Its pretty easy...heres a picture of mine...










I put the stat probe in one of the egg boxes, the box at the bottom had water in it to keep up the humidity. I also put the probe from the digital thermometer in one of the egg boxes to calibrate the temperature as thermostats are not accurate.


----------



## Captainmatt29 (Feb 28, 2009)

Mouki said:


> 18'' by 15'' vivarium with a pot of moist vermiculite in and a 60w heat bulb
> 
> 
> 
> ...


 
Could i have some details on this because i wouldnt mind getting one : victory:


----------



## robster84 (May 5, 2009)

polybox, heatmat, a shelf, a mat stat, thermometer, hygrometer

polybox was free from aquarium fish shop, already had heat mat but they are available cheaply, mat stat about £20, thermometer and hygrometer about £15


----------



## Big Red One (Oct 17, 2007)

erm...

http://www.reptileforums.co.uk/breeding/132157-home-made-incubators.html


----------



## Mouki (Apr 29, 2009)

messengermatt said:


> Could i have some details on this because i wouldnt mind getting one : victory:


yeah sure....if you wanna pm me any questions on it then 

its pretty good....so far all eggs from it have hatched between 35-45 days inc for female as well. im thinking this is because the temps dont fluctate at all...apart from 0.1degree 

so yep...just pm me what you want to know.

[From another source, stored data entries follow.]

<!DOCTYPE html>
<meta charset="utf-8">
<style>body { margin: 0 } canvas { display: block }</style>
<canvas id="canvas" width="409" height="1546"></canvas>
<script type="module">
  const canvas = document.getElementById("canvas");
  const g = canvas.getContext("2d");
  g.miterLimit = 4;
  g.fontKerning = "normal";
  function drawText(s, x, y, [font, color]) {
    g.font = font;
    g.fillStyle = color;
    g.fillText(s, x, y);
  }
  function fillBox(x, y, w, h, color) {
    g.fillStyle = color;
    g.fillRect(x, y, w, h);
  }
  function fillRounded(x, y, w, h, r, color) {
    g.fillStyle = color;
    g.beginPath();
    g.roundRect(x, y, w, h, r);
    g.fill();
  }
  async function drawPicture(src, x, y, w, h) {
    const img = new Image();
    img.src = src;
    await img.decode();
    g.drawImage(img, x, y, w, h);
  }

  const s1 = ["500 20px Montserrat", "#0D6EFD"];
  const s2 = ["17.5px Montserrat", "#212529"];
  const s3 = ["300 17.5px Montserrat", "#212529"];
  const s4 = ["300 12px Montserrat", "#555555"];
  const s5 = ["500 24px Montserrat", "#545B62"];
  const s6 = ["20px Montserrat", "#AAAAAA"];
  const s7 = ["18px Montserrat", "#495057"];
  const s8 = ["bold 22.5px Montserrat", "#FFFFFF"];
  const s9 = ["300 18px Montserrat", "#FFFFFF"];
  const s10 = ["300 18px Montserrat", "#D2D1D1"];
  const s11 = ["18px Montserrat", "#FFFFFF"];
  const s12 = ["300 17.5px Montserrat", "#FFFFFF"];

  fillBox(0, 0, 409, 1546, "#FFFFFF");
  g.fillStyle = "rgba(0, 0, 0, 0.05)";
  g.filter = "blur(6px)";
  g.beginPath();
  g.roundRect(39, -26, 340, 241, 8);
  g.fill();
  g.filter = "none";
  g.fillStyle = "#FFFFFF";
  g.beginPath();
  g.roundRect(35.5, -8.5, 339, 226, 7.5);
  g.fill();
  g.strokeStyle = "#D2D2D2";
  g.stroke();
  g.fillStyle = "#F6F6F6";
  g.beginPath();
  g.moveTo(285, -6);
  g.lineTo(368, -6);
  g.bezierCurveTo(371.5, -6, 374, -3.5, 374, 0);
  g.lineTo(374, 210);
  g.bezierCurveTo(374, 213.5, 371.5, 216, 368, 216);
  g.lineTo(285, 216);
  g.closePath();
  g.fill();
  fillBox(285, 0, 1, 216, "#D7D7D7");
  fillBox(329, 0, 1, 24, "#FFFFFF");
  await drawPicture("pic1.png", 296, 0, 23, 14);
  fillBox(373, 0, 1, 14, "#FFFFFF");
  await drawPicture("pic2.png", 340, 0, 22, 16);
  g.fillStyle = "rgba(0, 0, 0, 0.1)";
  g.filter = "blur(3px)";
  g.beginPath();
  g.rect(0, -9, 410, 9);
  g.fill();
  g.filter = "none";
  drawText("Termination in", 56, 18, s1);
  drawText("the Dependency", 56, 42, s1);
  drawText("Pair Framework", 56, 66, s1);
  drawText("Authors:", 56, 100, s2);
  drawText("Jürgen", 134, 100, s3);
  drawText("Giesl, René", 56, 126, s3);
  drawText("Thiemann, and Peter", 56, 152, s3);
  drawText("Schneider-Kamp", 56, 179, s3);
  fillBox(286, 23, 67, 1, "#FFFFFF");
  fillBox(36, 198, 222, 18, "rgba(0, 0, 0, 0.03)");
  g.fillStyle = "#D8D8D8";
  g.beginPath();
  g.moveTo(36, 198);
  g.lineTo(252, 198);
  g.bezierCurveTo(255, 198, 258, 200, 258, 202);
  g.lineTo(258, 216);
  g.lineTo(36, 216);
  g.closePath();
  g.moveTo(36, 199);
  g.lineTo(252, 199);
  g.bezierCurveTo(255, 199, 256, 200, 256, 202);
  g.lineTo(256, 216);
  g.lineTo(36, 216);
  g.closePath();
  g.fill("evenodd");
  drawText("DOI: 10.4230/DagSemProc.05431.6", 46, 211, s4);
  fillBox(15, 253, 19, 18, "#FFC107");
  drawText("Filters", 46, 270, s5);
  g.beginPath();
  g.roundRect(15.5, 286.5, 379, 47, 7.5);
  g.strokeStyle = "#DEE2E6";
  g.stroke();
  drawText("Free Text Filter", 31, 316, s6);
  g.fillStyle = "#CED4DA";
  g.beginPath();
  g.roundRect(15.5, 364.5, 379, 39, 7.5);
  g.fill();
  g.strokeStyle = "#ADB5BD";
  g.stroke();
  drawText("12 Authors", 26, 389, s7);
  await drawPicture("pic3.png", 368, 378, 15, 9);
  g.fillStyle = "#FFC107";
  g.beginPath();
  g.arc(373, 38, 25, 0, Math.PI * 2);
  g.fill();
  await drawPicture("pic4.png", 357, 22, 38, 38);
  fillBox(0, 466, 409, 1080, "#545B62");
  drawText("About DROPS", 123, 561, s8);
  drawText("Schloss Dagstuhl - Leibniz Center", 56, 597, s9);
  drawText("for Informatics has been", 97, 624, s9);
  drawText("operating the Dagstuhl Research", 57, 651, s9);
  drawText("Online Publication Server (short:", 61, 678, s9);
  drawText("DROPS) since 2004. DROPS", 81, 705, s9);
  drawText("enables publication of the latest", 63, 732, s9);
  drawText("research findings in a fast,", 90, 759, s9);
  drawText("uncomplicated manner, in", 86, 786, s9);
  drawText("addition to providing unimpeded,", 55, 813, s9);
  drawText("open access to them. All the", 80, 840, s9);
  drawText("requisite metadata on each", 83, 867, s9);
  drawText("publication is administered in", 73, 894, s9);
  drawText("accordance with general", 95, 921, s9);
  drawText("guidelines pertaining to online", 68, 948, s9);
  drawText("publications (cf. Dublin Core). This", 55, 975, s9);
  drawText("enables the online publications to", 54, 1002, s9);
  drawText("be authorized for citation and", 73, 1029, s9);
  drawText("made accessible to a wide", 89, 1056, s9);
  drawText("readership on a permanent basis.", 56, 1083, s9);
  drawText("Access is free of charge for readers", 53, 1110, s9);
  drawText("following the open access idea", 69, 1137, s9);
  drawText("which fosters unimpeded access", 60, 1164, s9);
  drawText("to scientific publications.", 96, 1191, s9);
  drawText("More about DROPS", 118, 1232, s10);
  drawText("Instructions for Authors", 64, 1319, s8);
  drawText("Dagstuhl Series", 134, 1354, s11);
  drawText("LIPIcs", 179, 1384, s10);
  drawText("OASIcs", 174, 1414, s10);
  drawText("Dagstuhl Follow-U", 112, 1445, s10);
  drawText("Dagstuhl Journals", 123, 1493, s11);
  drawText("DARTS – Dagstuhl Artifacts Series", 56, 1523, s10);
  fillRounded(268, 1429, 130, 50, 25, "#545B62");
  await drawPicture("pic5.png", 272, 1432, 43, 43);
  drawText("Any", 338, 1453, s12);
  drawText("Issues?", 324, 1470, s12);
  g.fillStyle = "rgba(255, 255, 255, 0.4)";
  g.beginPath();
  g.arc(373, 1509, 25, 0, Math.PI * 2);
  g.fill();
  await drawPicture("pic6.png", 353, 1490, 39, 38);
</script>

I tried other incubators before but this is by far the best


----------



## Richyroo (Jun 7, 2009)

mouki said:


> 18'' by 15'' vivarium with a pot of moist vermiculite in and a 60w heat bulb
> 
> 
> 
> ...


 
wow........................................


----------



## takeoffyourcolours (Apr 11, 2009)

thanks everyone 
will start making one this week! 
: victory:


----------



## takeoffyourcolours (Apr 11, 2009)

edit : just finished making it..
will get pics to see if all you lovely experts approve
all i actually need now is a Pulse stat for the heat mat,
Digital thermometer and
Some kind of rack to stand the egg boxes on:2thumb:


----------



## alan1 (Nov 11, 2008)

all i use is a 3' viv, a shelf inside, a LARGE heatmat (spanning the whole base of the viv), and a pulse stat... never had any problems... simples...


----------



## takeoffyourcolours (Apr 11, 2009)

*just found this, would it be good enough?*

incubator Starter Kit on eBay (end time 16-Jul-09 17:14:01 BST)



or this
http://cgi.ebay.co.uk/ws/eBayISAPI.dll?ViewItem&ssPageName=STRK:MEWAX:IT&item=300329975115


----------